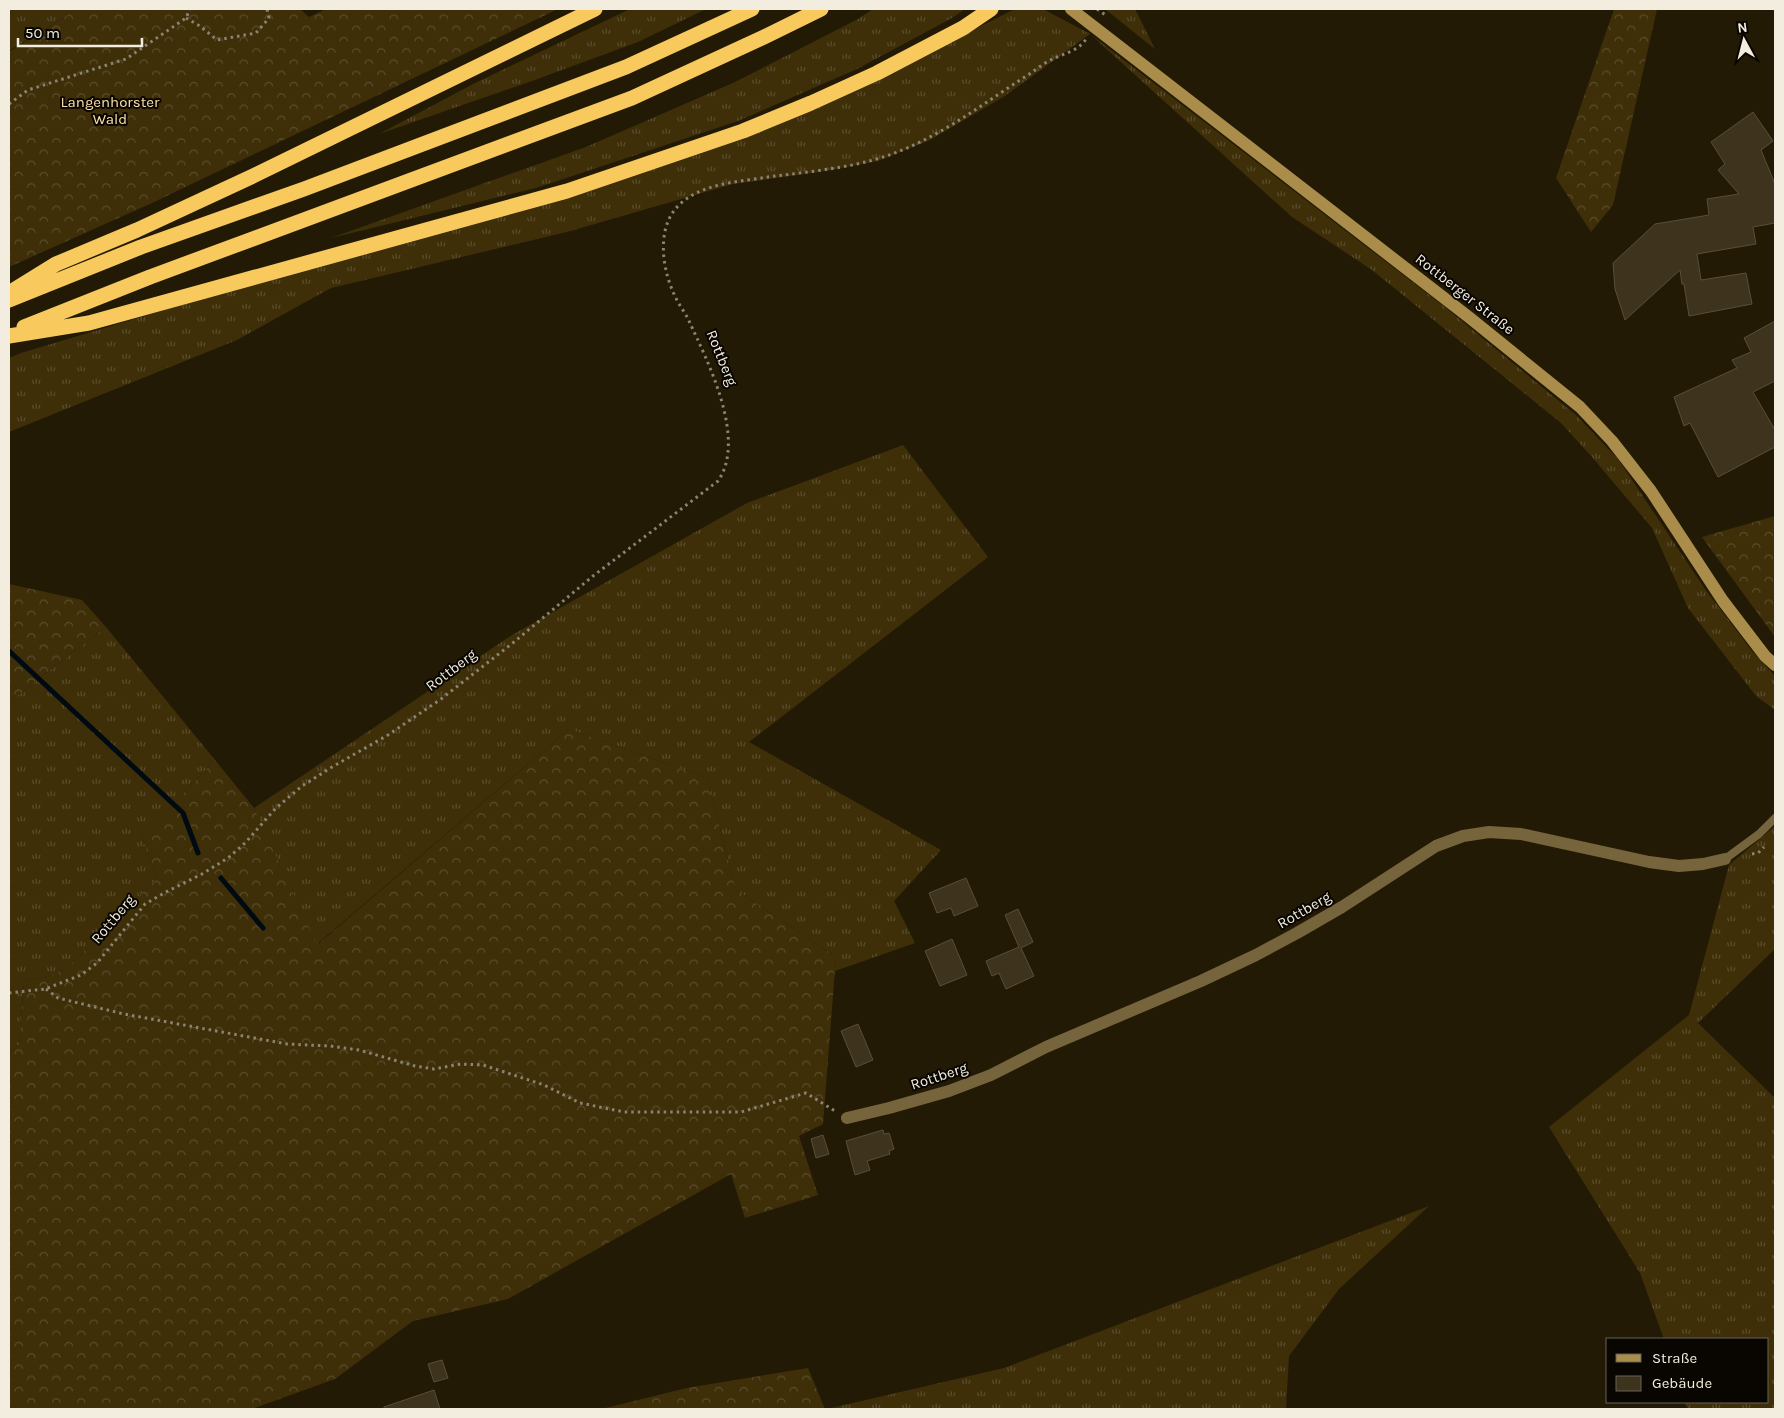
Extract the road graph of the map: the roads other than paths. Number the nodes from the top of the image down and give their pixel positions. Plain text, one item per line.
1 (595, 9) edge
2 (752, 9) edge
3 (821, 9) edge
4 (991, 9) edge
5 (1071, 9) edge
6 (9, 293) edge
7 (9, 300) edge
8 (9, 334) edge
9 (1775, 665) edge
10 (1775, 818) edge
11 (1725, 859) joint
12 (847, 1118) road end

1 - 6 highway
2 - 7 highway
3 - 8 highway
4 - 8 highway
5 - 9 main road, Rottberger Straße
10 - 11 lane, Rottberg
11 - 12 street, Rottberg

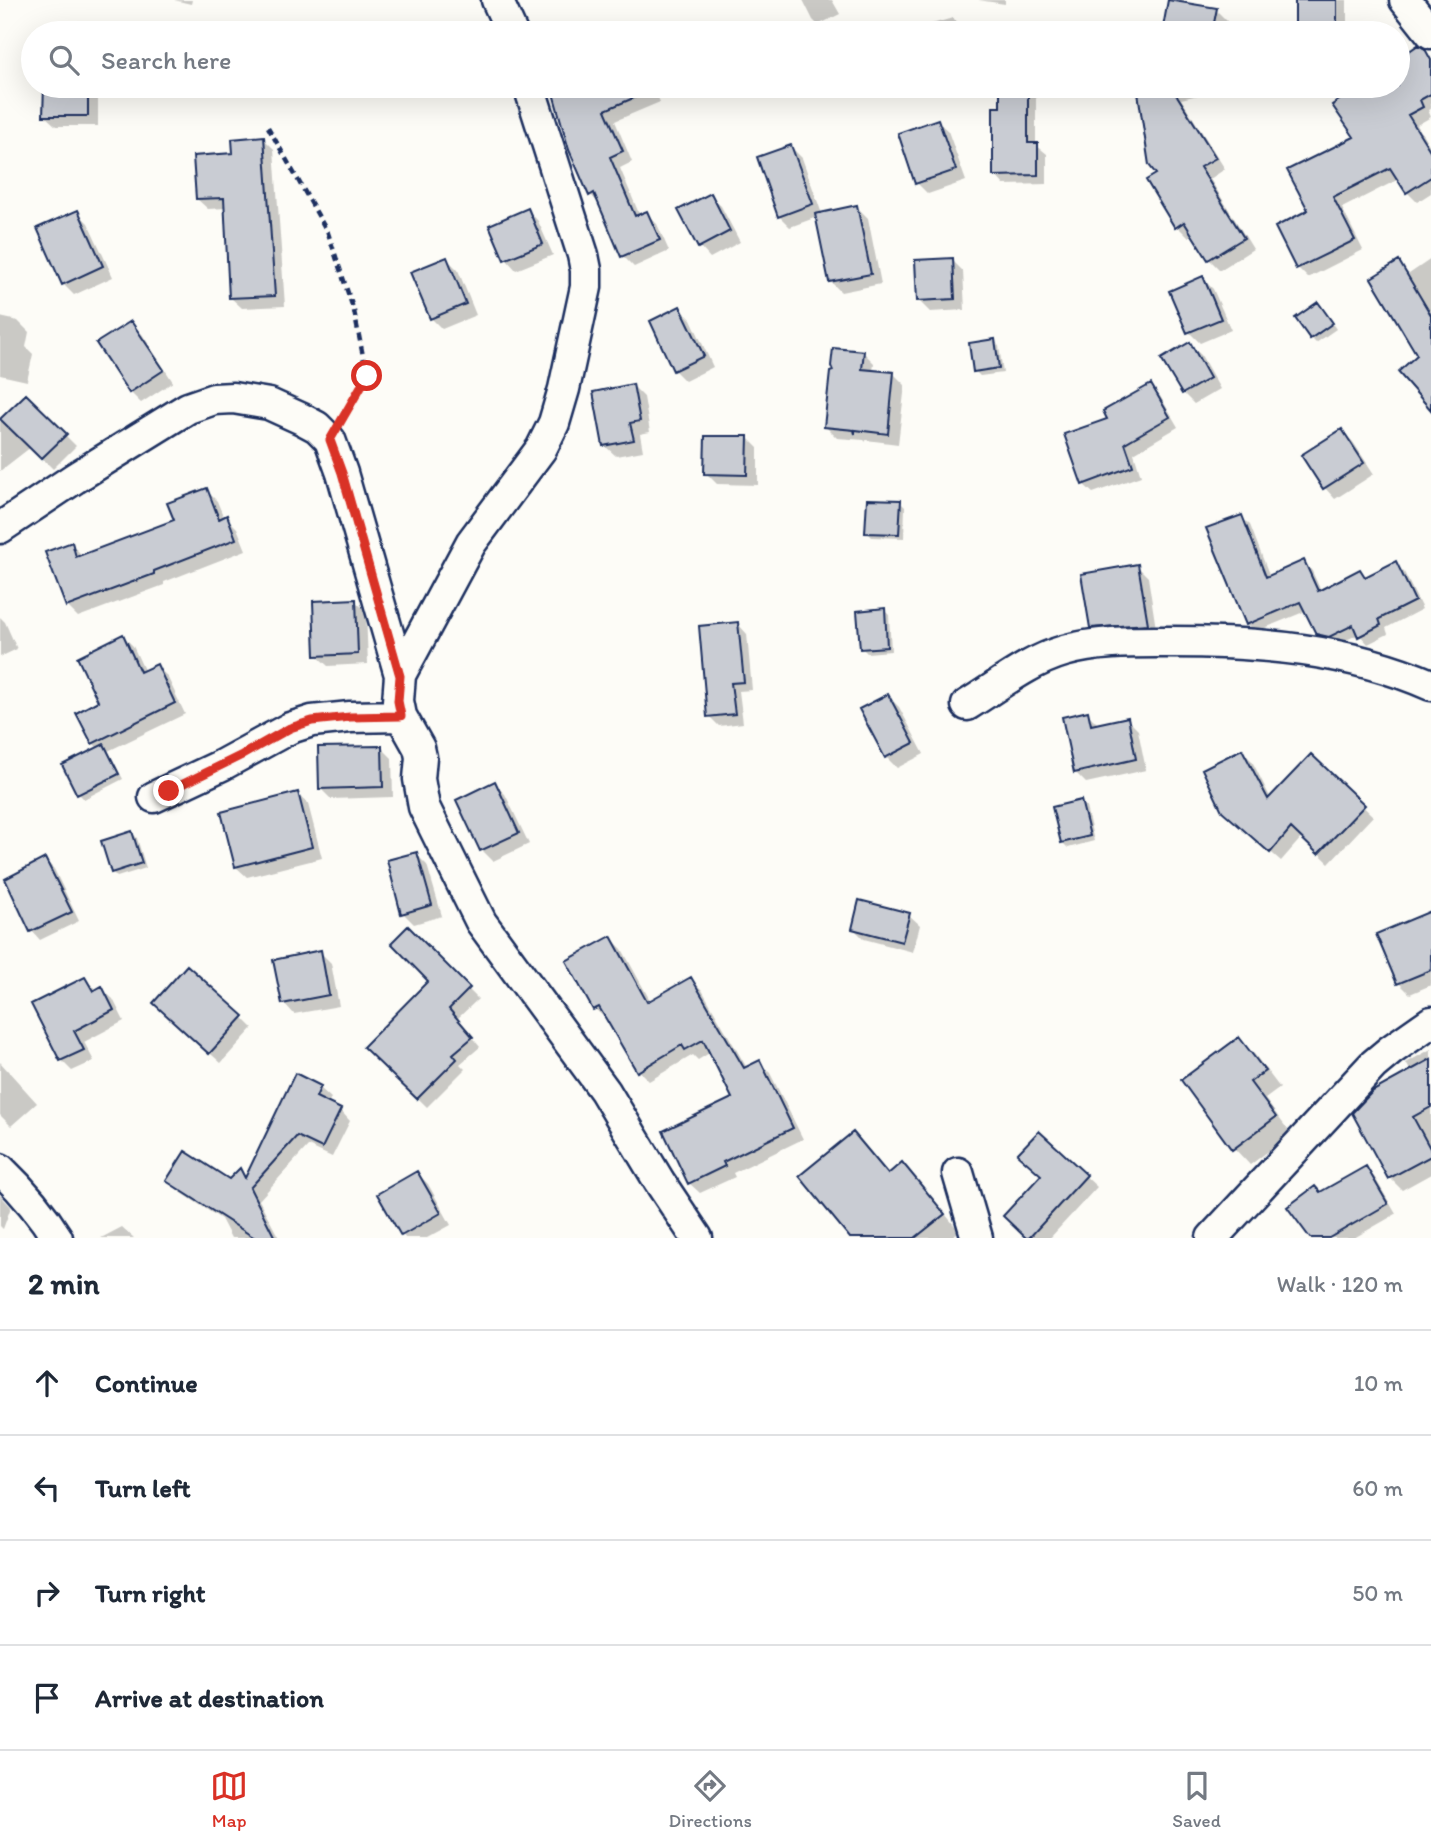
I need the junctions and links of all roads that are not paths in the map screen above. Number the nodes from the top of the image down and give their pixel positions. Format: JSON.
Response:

^^^^^^^^

- _ASSIGNMENT_
Everything from the line with "I need the junctions" through the end of the listing, both ends included, needs to be transcribed exactly, with no other lines.

- _ANSWER AREA_
I need the junctions and links of all roads that are not paths in the map screen above. Number the nodes from the top of the image down and give their pixel positions. Format: JSON.
Response:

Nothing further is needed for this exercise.